(What to work on)
Going through the data below, please show each line containing the string "name".

(Data to examine)
=== Section Start ===

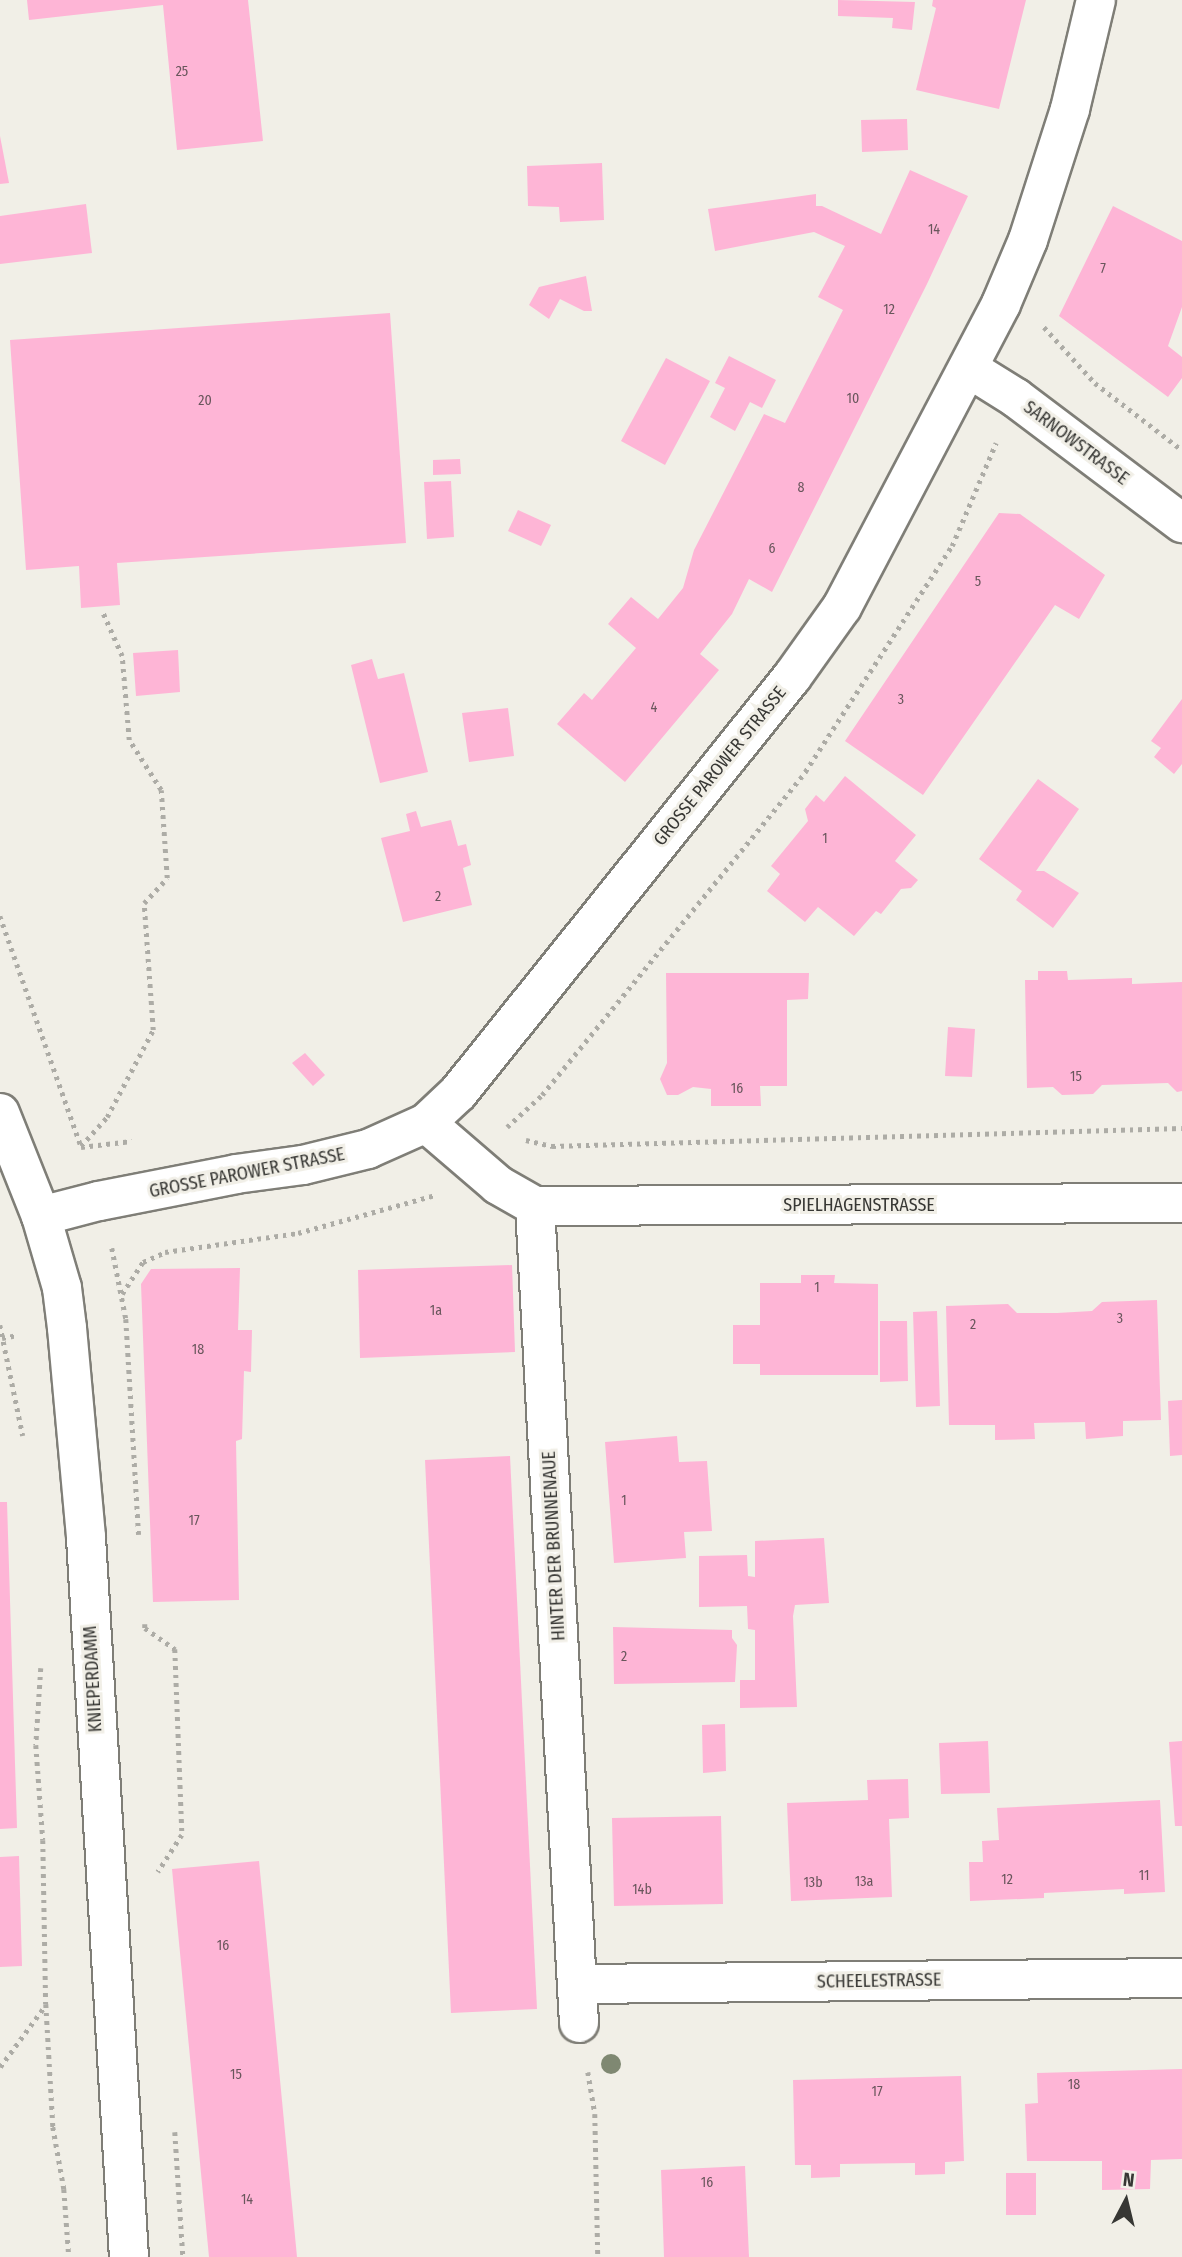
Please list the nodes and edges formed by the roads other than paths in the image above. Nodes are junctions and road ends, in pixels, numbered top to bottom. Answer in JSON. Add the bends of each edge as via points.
{"nodes":[{"id":1,"x":1096,"y":0,"type":"edge"},
{"id":2,"x":968,"y":368,"type":"junction"},
{"id":3,"x":1182,"y":523,"type":"edge"},
{"id":4,"x":0,"y":1113,"type":"edge"},
{"id":5,"x":426,"y":1123,"type":"junction"},
{"id":6,"x":1182,"y":1203,"type":"edge"},
{"id":7,"x":535,"y":1206,"type":"junction"},
{"id":8,"x":41,"y":1216,"type":"junction"},
{"id":9,"x":1182,"y":1978,"type":"edge"},
{"id":10,"x":577,"y":1984,"type":"junction"},
{"id":11,"x":579,"y":2023,"type":"road end"},
{"id":12,"x":129,"y":2257,"type":"edge"}],
"edges":[{"from":1,"to":2,"type":"street","name":"GROSSE PAROWER STRASSE","via":[[1052,175],[1001,304]]},
{"from":2,"to":3,"type":"street","name":"SARNOWSTRASSE","via":[[1016,398]]},
{"from":2,"to":5,"type":"street","name":"GROSSE PAROWER STRASSE","via":[[842,607],[799,667],[458,1093]]},
{"from":4,"to":8,"type":"street","name":"KNIEPERDAMM"},
{"from":5,"to":7,"type":"street","via":[[498,1185]]},
{"from":5,"to":8,"type":"street","name":"GROSSE PAROWER STRASSE","via":[[368,1149],[303,1165],[99,1201]]},
{"from":6,"to":7,"type":"street","name":"SPIELHAGENSTRASSE"},
{"from":7,"to":10,"type":"street","name":"HINTER DER BRUNNENAUE"},
{"from":8,"to":12,"type":"street","name":"KNIEPERDAMM","via":[[62,1288],[74,1394]]},
{"from":9,"to":10,"type":"street","name":"SCHEELESTRASSE"},
{"from":10,"to":11,"type":"street","name":"HINTER DER BRUNNENAUE"}]}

=== Section End ===

(Response to the task)
"edges":[{"from":1,"to":2,"type":"street","name":"GROSSE PAROWER STRASSE","via":[[1052,175],[1001,304]]},
{"from":2,"to":3,"type":"street","name":"SARNOWSTRASSE","via":[[1016,398]]},
{"from":2,"to":5,"type":"street","name":"GROSSE PAROWER STRASSE","via":[[842,607],[799,667],[458,1093]]},
{"from":4,"to":8,"type":"street","name":"KNIEPERDAMM"},
{"from":5,"to":8,"type":"street","name":"GROSSE PAROWER STRASSE","via":[[368,1149],[303,1165],[99,1201]]},
{"from":6,"to":7,"type":"street","name":"SPIELHAGENSTRASSE"},
{"from":7,"to":10,"type":"street","name":"HINTER DER BRUNNENAUE"},
{"from":8,"to":12,"type":"street","name":"KNIEPERDAMM","via":[[62,1288],[74,1394]]},
{"from":9,"to":10,"type":"street","name":"SCHEELESTRASSE"},
{"from":10,"to":11,"type":"street","name":"HINTER DER BRUNNENAUE"}]}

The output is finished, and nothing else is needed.